Experimental question on charging

[Solarfun4jim]

If you had two identical setups, using the same pv panel input and same SCC's, but you set one up to charge at 3.65v/cell and the other to charge at 3.4v/cell, but both had their charges terminated by a BMS exactly when their respective first cell hit of 3.4v, what would be the expected difference in SOC up to that point.
(note: not saying it is good practice to use a bms to terminate like this, but for the sake of experimental outcome).

Would both SOC's be very similar, or would you expect the one charging at 3.65V to be somewhat significantly higher?

 

[RCinFLA]

You are putting the same AH's of charge into all series connected cells up to point of charge termination, unless a balancer on a cell kicks in to bleed excessive charge to the cell that balancer activated.

Final state of charge depends on charger amperage rate, where they started from, plus any balancer modification. Other variable is matching of cells for their individual capacity and internal impedance.

Higher charge current yields less state of charge at a termination of 3.4v. Very low charge rate would yield about 99% SOC, a 0.3C to 0.5C charge rate would yield 80-85% SOC at 3.4v termination.

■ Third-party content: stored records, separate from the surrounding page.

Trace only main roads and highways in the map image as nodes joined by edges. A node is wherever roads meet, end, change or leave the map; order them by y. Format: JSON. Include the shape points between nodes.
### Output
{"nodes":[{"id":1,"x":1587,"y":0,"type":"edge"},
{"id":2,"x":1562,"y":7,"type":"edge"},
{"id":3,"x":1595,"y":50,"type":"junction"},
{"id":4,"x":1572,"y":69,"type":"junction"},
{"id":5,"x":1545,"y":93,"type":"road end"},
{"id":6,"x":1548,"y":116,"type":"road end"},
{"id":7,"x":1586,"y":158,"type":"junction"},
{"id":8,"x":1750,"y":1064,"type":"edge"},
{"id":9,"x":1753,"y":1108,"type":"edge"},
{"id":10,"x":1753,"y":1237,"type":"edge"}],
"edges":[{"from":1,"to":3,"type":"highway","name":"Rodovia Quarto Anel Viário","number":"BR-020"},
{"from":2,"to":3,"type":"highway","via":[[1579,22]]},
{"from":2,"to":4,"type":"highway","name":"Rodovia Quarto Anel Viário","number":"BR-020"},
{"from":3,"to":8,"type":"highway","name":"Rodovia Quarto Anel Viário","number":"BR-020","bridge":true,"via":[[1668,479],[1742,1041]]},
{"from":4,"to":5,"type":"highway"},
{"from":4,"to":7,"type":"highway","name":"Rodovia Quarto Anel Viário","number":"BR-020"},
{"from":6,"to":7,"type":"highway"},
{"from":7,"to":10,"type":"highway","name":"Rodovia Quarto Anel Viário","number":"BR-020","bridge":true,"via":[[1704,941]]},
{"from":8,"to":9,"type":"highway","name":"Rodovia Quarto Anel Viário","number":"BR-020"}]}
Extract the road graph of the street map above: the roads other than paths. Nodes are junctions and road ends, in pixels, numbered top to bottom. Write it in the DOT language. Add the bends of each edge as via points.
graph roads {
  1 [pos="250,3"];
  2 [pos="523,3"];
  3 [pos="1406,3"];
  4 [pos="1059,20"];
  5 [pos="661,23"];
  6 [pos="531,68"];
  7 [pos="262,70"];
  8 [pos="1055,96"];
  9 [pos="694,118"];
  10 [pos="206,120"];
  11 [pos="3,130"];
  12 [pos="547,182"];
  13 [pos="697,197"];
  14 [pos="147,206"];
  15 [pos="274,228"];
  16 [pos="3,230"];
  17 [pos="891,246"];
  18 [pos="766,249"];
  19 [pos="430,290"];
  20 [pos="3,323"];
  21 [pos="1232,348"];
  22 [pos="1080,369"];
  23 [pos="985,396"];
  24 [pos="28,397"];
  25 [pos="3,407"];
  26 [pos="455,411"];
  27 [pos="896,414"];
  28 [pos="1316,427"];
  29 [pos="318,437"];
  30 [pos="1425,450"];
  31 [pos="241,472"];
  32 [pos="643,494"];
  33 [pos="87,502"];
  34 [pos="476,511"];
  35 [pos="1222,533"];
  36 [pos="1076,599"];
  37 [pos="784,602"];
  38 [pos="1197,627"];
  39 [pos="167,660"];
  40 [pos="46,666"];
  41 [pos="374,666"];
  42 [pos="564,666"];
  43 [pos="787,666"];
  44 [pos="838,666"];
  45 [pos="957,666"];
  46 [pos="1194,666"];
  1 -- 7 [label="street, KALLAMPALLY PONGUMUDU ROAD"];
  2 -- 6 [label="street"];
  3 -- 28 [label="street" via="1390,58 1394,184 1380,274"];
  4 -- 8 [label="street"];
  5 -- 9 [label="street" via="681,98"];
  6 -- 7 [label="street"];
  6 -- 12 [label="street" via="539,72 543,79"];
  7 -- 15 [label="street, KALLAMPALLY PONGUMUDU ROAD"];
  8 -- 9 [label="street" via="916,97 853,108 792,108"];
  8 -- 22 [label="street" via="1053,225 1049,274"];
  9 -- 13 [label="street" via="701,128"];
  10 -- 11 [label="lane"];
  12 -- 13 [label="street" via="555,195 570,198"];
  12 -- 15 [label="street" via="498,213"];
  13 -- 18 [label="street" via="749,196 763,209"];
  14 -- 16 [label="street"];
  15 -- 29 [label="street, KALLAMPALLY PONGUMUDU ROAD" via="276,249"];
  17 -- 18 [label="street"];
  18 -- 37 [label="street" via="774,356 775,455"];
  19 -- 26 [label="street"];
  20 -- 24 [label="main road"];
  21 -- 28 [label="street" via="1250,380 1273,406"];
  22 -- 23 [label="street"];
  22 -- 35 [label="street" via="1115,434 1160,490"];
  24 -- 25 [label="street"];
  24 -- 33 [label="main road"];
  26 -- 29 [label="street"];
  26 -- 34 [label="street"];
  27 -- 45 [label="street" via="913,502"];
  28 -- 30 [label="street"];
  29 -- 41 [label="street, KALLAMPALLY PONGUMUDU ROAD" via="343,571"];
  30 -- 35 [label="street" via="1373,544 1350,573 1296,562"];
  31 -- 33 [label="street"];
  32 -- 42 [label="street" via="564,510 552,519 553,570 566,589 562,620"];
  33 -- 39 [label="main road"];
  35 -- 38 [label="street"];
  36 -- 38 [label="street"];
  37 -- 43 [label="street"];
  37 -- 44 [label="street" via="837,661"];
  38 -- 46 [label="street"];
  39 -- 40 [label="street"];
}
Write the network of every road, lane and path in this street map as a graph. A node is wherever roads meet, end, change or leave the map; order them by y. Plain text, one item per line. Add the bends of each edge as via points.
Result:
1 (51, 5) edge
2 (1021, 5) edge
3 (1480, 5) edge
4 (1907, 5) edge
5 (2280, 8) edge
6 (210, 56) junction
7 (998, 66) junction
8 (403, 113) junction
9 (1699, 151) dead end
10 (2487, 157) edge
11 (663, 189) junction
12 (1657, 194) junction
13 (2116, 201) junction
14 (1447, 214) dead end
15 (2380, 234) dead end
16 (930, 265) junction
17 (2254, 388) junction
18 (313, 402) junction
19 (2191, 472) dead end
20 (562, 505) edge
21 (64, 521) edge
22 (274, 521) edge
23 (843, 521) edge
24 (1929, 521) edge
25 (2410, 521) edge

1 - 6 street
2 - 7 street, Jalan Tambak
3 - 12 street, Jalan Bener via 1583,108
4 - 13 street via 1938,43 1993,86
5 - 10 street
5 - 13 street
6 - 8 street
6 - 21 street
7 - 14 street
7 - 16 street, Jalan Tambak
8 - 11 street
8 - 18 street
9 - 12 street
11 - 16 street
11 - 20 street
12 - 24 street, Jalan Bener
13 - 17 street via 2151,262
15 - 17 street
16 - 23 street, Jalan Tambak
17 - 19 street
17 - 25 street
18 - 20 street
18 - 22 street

The amount of kinetic overhead voltage created during charging is greater the greater the charge current it is supporting. The kinetic overhead voltage (times charge current) is the overhead power (loss) required to create and move ions within the battery. There will also be some loss due to cell impedance. At 0.3C to 0.5C charge the loss due to impedance and loss due to kinetic energy is about the same for a good quality cell but depends on quality and age of cell. Poor quality cells may have higher impedance by their internal design.

 

[Solarfun4jim]

You are putting the same AH's of charge into all series connected cells up to point of charge termination, unless a balancer on a cell kicks in to bleed excessive charge to the cell that balancer activated.

Final stage of charge depends on charger amperage rate, where they started from, plus any balancer modification.l Other variable is matching of cells for their individual capacity and internal impedance.

Higher charge current yields less state of charge at a termination of 3.4v. Very low charge rate would yield about 99% SOC, a 0.3C to 0.5C charge rate would yield 80-85% SOC at 3.4v termination.

The amount of kinetic overhead voltage created during charging is greater the greater the charge current it is supporting. The kinetic overhead voltage (times charge current) is the overhead power (loss) required to create and move ions within the battery. There will also be some loss due to cell impedance. At 0.3C to 0.5C charge the loss due to impedance and loss due to kinetic energy is about the same for a good quality cell but depends on quality and age of cell. Poor quality cells may have higher impedance by their internal design.

Fantastic mate. Great way of explaining things.